- _Problem details_: In the records below, count the lines that have "halo" and answer with the number alone.
◆ ◆ ◆
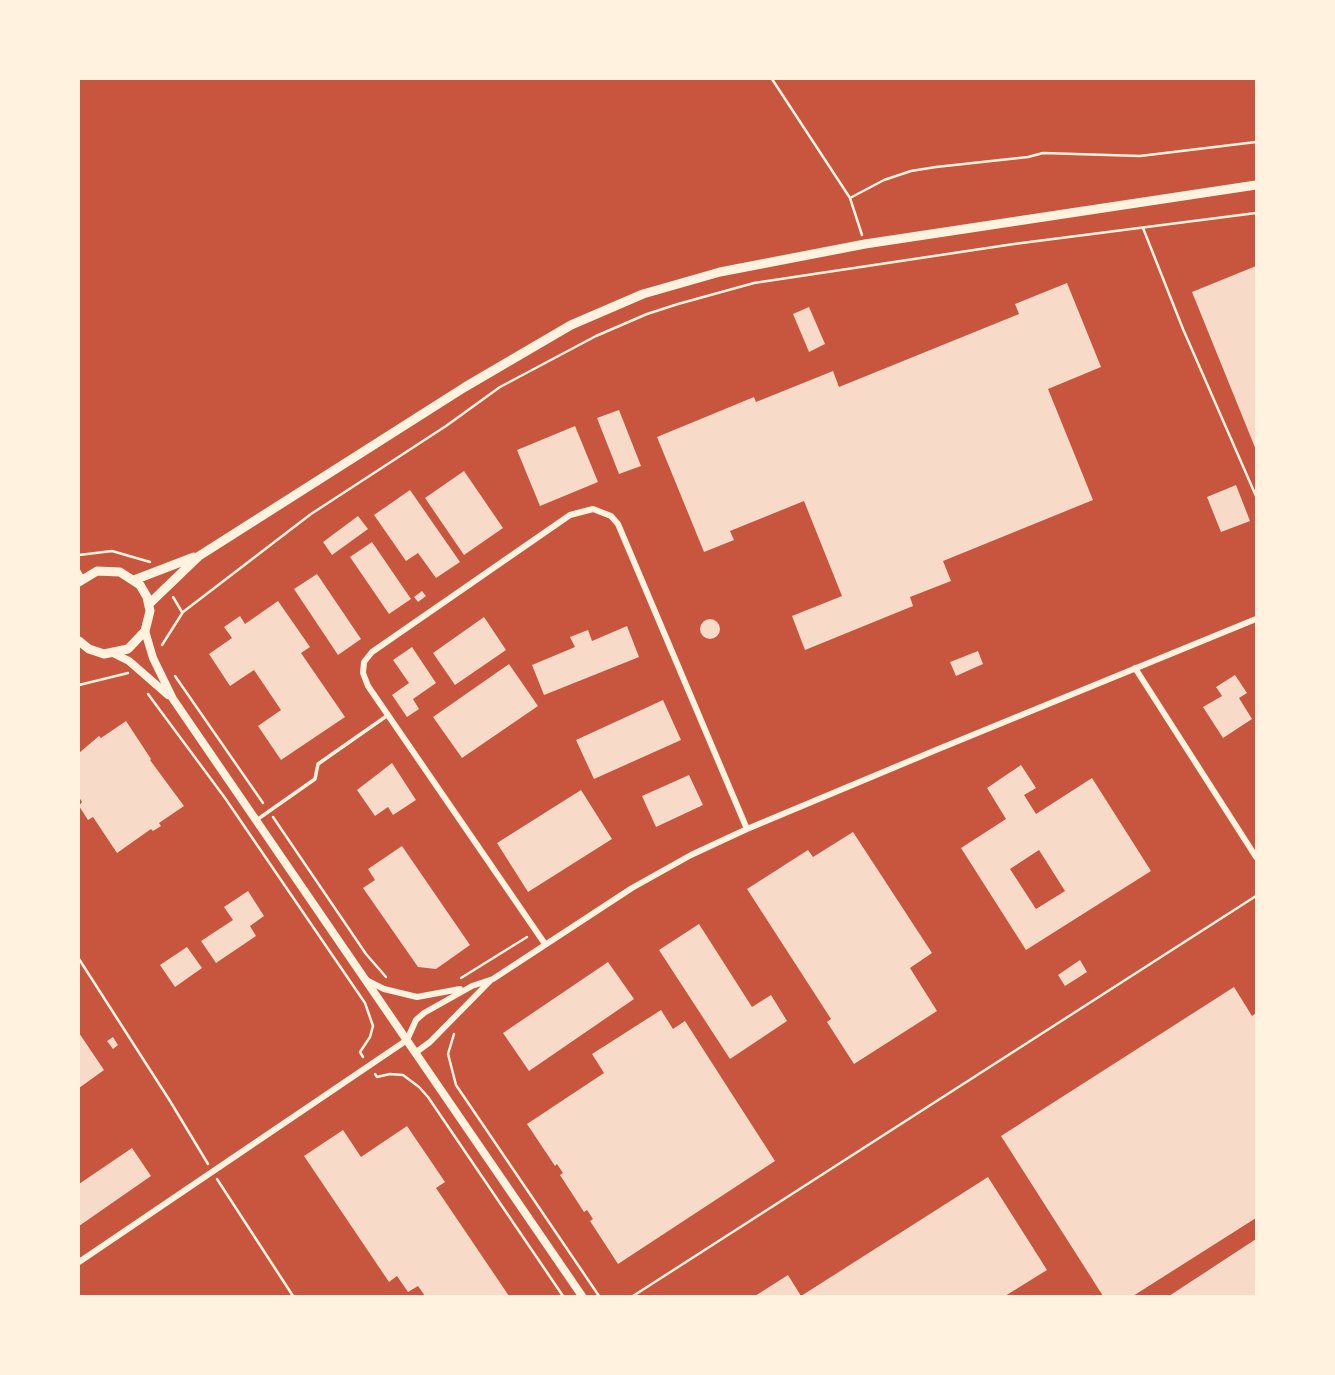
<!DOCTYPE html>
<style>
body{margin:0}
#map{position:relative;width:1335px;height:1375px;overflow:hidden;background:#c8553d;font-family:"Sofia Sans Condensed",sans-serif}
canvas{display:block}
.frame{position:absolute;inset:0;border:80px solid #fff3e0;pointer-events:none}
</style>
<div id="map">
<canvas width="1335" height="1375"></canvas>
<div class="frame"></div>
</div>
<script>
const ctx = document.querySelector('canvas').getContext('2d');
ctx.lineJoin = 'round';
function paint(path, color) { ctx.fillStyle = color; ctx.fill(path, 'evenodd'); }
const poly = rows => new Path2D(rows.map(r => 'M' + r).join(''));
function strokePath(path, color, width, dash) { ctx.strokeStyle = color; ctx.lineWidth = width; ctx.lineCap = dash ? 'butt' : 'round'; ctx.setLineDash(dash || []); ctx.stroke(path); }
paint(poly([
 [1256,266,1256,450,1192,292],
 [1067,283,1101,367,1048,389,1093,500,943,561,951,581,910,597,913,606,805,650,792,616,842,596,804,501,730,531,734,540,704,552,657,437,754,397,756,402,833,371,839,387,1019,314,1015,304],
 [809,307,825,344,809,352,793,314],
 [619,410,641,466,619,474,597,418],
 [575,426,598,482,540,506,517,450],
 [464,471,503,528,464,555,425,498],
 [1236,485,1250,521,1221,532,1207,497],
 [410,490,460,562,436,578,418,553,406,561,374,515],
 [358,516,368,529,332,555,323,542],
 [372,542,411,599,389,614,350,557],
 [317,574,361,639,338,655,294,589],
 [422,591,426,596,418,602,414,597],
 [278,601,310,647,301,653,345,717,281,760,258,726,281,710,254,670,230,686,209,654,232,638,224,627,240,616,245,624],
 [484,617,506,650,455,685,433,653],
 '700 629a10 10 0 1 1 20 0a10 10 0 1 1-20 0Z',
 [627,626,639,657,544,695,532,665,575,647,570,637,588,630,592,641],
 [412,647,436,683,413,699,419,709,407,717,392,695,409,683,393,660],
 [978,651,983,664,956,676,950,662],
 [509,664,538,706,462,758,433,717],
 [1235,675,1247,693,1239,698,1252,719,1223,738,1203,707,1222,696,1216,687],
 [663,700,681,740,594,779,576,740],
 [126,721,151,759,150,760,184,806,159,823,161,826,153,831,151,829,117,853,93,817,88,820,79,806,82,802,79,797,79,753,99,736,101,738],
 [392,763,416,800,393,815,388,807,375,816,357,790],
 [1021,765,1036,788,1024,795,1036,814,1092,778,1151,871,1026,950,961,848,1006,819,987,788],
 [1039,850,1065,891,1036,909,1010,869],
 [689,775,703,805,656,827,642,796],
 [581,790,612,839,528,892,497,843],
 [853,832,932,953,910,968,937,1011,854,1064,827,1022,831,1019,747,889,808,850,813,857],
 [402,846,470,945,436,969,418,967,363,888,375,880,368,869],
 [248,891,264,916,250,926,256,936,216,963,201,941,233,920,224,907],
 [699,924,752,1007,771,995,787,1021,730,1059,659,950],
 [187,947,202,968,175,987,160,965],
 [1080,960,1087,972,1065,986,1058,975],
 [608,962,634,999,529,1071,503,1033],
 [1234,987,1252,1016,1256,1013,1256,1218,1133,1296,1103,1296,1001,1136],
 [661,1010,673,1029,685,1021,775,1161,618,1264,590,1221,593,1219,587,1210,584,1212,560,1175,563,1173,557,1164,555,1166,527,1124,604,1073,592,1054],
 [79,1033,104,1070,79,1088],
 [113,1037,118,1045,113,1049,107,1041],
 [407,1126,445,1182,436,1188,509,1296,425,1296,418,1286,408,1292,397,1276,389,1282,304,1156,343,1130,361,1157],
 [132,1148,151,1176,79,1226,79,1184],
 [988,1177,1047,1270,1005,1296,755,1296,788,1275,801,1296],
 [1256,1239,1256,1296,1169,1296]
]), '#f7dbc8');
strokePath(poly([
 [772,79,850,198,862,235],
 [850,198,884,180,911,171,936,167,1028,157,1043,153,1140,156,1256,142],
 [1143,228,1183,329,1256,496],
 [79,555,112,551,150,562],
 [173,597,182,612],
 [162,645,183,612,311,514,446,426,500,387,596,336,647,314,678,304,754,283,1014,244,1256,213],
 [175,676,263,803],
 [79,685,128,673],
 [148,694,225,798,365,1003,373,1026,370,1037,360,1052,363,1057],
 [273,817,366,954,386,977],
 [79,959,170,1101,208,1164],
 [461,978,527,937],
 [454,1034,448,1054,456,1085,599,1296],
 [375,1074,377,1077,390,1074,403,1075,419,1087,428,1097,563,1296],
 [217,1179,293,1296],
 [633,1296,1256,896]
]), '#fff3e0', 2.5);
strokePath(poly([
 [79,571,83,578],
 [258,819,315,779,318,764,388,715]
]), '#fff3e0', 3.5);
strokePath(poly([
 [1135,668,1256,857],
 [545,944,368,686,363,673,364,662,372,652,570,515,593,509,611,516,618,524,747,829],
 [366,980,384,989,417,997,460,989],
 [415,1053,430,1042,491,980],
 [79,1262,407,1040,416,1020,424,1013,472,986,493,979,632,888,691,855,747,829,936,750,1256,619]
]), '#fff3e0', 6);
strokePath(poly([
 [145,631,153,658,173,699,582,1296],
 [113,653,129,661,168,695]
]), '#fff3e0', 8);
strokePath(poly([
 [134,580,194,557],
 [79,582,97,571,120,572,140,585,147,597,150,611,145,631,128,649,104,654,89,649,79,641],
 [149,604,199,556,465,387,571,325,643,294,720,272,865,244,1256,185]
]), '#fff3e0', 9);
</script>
◆ ◆ ◆
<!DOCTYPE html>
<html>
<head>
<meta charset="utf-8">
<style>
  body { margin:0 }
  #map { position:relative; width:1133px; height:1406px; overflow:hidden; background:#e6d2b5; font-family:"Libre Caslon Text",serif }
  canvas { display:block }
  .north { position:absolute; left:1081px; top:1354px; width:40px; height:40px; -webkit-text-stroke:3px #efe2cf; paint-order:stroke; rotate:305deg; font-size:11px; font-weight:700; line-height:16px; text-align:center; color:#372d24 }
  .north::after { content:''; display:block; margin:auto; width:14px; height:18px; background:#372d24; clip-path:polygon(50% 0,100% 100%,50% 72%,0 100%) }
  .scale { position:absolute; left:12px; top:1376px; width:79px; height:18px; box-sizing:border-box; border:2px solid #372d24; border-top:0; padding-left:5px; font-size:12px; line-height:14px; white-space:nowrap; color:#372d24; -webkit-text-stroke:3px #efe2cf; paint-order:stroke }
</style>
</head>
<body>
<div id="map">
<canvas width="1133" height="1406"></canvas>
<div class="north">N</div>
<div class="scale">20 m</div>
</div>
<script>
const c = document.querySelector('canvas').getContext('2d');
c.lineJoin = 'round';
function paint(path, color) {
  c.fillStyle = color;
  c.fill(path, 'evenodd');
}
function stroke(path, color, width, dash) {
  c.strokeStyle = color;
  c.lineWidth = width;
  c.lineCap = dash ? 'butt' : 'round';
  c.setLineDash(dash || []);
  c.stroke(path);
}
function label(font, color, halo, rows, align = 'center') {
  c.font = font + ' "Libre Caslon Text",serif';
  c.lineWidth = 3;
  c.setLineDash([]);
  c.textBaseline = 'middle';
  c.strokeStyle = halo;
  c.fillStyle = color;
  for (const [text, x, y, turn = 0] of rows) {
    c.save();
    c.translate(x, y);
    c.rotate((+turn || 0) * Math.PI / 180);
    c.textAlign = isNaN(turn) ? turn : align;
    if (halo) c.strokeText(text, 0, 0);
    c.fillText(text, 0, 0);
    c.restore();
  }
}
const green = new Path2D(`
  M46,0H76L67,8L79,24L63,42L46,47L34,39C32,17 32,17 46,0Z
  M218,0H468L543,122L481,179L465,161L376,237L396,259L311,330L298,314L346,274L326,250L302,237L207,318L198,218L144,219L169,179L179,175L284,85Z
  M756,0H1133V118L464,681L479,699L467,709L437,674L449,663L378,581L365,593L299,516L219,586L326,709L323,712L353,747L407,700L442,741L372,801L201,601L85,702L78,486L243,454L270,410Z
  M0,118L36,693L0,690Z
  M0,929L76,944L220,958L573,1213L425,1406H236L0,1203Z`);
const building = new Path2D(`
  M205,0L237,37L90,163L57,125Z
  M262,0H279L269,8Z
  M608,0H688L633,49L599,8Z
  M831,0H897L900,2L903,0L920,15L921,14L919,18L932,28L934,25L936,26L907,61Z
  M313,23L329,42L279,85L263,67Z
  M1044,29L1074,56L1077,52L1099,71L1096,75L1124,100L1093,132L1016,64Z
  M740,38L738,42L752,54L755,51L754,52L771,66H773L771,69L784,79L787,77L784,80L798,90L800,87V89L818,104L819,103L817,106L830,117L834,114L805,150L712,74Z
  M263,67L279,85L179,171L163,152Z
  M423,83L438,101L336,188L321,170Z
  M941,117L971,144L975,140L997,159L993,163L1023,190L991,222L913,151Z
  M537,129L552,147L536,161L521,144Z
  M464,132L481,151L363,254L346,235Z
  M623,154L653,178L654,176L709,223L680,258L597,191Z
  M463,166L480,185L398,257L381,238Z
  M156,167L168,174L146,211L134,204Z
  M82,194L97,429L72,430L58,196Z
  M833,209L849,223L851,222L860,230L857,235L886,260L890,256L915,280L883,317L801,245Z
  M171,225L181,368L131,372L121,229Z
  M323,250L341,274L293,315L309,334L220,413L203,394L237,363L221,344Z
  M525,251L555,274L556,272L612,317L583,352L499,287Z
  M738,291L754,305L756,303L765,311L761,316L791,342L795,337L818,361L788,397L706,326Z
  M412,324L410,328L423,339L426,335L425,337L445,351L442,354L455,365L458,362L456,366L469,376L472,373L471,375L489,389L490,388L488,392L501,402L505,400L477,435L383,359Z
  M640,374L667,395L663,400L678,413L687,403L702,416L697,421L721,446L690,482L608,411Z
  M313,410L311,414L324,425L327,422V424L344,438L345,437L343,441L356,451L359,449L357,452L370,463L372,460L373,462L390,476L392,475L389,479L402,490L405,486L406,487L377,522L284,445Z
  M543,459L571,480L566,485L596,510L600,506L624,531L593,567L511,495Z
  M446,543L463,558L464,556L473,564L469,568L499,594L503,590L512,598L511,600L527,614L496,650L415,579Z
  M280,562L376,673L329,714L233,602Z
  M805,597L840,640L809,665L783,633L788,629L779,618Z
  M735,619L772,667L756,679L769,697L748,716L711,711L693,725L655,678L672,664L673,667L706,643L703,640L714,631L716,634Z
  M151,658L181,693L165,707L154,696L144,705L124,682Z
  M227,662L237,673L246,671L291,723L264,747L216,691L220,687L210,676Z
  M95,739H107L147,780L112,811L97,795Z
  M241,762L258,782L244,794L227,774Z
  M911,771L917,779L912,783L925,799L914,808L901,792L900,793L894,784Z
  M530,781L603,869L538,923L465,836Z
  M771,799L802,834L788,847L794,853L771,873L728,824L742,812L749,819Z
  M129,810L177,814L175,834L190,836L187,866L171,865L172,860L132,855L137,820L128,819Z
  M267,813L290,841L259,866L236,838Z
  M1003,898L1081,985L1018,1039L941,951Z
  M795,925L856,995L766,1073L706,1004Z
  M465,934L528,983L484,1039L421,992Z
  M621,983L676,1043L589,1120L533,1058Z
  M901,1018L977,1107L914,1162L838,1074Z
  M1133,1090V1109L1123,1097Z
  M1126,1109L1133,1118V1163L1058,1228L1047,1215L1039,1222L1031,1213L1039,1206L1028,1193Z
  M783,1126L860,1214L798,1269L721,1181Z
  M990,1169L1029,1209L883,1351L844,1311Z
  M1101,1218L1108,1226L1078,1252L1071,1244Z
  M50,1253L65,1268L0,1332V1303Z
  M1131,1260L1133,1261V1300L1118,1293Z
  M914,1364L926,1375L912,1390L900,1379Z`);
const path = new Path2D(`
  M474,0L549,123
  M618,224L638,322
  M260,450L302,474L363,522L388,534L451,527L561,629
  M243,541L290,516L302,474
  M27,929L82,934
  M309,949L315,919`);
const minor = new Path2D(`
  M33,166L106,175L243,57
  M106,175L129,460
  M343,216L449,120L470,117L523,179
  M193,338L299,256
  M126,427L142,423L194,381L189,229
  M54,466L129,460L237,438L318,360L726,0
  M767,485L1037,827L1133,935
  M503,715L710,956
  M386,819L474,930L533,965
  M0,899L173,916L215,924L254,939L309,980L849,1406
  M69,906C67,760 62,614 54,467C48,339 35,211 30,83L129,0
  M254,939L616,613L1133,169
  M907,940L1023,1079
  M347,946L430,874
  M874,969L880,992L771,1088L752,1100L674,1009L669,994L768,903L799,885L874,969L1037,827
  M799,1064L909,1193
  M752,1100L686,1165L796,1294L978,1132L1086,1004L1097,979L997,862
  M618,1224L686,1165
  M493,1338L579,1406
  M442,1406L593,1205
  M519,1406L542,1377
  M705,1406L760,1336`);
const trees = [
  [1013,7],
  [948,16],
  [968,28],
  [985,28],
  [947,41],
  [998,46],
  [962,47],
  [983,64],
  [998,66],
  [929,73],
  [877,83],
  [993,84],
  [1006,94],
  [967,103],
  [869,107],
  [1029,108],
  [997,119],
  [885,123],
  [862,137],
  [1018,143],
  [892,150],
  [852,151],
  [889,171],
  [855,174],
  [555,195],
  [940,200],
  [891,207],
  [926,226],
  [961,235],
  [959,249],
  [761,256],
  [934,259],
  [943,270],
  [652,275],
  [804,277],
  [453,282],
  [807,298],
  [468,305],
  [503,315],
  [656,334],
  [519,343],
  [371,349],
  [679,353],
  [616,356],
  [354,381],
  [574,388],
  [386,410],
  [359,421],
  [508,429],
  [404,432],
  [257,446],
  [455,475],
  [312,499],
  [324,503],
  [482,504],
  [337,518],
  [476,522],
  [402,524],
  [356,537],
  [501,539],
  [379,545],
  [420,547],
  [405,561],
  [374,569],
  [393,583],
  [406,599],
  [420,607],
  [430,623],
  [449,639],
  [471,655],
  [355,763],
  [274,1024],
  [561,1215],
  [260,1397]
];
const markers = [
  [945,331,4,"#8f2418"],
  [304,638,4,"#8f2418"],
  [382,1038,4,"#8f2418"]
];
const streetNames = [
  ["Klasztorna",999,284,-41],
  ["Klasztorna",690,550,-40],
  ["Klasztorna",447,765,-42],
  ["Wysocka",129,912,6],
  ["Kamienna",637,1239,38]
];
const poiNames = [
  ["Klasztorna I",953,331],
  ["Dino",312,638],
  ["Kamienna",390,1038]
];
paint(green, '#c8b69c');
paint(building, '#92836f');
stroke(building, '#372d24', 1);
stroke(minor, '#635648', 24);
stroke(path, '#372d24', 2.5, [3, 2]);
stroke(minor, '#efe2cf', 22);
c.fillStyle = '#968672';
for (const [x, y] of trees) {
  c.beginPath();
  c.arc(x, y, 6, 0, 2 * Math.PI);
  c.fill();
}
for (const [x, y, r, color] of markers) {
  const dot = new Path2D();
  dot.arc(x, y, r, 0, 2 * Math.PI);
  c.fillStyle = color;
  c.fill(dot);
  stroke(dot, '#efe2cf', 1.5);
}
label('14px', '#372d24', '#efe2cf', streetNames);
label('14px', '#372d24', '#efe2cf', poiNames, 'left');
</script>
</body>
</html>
◆ ◆ ◆
- _Expected output_: 3